Your pleasure, my dear?

The hard straight lines of the bench are at odds with the gentle sweep of the piano, that generous curve that pulls in near the center as if drawing in breath and bellows out again, round and full, at its extremity.

Some Brahms, I think. No, Chopin.

Silence clutches at her stomach and hollows her heart. Silence passes through her hair and creates an ache behind her teeth. Silence, like a suicide from a bridge, sails from an arm of the chandelier, grabbing at dangling crystal pendants along the way as if, reconsidering, to break its fall.

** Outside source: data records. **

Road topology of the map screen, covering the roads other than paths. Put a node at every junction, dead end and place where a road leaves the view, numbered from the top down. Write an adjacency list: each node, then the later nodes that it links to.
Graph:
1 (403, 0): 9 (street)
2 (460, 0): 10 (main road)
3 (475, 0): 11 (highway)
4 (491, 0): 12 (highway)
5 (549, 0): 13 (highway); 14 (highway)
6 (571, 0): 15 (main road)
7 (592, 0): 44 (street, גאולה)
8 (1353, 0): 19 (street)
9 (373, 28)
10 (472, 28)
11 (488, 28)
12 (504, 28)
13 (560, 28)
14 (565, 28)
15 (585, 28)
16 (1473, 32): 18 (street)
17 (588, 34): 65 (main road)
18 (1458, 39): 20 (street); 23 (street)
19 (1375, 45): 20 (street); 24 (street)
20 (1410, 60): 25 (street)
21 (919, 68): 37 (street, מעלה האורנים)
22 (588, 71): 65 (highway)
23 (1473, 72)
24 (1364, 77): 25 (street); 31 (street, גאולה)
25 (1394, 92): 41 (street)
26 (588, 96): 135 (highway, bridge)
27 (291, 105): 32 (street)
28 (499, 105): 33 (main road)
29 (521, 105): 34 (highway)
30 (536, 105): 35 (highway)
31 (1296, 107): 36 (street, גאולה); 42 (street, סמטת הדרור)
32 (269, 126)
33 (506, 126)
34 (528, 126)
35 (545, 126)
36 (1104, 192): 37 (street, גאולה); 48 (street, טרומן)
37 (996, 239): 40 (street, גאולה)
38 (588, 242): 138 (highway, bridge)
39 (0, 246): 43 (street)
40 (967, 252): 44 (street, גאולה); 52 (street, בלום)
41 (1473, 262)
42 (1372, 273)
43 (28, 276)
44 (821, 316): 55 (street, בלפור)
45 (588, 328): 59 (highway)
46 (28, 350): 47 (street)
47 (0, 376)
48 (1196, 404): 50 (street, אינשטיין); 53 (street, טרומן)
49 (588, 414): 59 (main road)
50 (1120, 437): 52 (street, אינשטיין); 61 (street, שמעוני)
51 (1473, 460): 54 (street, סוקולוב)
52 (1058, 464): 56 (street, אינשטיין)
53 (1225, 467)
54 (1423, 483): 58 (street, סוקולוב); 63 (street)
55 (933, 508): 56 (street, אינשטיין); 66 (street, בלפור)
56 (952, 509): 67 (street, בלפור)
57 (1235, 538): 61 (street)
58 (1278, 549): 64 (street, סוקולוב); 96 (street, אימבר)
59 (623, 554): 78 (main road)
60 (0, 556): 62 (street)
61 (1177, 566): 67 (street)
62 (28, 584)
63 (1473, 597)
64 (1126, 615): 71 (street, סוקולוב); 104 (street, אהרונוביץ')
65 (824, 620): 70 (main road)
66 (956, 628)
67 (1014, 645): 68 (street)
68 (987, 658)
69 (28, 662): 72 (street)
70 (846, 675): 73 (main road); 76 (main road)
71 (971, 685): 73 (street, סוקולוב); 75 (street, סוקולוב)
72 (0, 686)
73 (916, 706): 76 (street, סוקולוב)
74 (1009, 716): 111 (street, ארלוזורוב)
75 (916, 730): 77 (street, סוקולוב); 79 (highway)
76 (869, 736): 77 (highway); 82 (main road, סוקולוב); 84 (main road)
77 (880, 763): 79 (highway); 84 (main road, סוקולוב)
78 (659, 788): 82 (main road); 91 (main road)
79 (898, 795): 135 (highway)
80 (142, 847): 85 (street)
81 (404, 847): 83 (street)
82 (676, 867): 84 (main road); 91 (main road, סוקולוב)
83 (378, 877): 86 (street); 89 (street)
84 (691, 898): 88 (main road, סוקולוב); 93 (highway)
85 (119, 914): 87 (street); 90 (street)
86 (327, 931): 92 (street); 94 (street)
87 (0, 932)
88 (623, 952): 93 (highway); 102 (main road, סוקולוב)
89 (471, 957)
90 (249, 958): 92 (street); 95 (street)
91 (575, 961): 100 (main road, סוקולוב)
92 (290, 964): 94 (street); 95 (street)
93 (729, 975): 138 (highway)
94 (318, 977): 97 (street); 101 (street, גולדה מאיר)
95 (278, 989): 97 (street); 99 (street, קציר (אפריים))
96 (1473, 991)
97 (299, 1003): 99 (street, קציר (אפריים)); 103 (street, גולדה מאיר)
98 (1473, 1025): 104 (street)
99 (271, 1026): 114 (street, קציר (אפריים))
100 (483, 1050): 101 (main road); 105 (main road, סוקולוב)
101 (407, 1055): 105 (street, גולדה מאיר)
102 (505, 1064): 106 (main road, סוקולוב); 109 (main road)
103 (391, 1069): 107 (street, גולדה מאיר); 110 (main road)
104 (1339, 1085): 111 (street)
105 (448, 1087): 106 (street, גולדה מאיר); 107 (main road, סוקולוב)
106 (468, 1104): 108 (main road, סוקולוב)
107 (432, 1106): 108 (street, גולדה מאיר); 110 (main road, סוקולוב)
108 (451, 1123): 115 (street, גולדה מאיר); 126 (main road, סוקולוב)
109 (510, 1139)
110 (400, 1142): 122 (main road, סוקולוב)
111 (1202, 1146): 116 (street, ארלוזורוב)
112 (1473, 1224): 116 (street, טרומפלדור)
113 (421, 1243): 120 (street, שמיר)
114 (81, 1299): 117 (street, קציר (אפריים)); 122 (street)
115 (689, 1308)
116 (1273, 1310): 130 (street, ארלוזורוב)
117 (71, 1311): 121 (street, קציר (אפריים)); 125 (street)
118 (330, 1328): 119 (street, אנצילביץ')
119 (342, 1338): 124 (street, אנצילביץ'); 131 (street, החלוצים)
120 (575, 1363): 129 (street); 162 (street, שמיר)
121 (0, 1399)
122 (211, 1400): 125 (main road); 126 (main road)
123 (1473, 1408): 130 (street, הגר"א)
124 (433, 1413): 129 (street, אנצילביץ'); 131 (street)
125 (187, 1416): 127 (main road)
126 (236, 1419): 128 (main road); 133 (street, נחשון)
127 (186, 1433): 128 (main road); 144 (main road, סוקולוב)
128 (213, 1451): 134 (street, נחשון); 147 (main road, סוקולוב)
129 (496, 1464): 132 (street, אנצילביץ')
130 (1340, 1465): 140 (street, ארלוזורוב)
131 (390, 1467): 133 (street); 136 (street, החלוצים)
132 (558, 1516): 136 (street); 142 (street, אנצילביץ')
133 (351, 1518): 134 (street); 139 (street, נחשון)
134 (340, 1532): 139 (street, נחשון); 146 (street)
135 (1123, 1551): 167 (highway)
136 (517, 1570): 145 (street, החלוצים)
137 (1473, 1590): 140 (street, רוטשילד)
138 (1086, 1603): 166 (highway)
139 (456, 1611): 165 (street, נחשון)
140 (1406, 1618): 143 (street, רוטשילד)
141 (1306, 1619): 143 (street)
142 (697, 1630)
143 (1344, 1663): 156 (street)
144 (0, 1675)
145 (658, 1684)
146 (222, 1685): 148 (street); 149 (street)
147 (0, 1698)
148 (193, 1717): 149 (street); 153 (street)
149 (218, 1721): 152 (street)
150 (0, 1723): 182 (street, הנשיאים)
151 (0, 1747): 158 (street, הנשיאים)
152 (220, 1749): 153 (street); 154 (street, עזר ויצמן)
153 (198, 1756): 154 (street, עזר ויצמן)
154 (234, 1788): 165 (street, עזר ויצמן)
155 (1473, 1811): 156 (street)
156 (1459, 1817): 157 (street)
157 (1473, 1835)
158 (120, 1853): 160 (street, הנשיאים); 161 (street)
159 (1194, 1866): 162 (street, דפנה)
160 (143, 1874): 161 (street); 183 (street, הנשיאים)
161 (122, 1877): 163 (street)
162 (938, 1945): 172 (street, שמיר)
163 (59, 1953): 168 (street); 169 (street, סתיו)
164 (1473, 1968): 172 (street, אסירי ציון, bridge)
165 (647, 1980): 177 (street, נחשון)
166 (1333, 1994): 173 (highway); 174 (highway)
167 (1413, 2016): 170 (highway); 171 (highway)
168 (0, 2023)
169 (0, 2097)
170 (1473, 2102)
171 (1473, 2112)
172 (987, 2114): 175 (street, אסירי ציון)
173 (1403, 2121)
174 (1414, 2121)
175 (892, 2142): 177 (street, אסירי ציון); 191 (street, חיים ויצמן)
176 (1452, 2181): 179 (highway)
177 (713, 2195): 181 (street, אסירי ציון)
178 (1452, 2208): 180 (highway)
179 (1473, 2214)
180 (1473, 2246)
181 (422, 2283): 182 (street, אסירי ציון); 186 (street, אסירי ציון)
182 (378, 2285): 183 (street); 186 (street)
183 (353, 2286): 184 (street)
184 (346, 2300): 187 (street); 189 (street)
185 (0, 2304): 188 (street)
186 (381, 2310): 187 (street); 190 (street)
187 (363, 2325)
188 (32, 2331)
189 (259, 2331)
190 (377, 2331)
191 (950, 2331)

All the music that has been played in this room over the years laps against the wainscoting like a muted tide. All the Beethoven and Brahms, all the Mozart and Chopin, all the Rachmaninoff and Tchaikovsky, the Debussy and Ravel, all the Romantics who spoke to his soul. Music is interred in the walls as he is now interred. To all the rest, their twenty-five-year marriage, their days of reaching out and drawing back and reaching out again, their nighttime bouts of passion, their sleeping and waking in each other’s arms, their dreams of tomorrow, silence speaks.

Like something floating in a dream, her life has slipped away. Only in sleep, half-sleep, memory, fantasy does she have it back.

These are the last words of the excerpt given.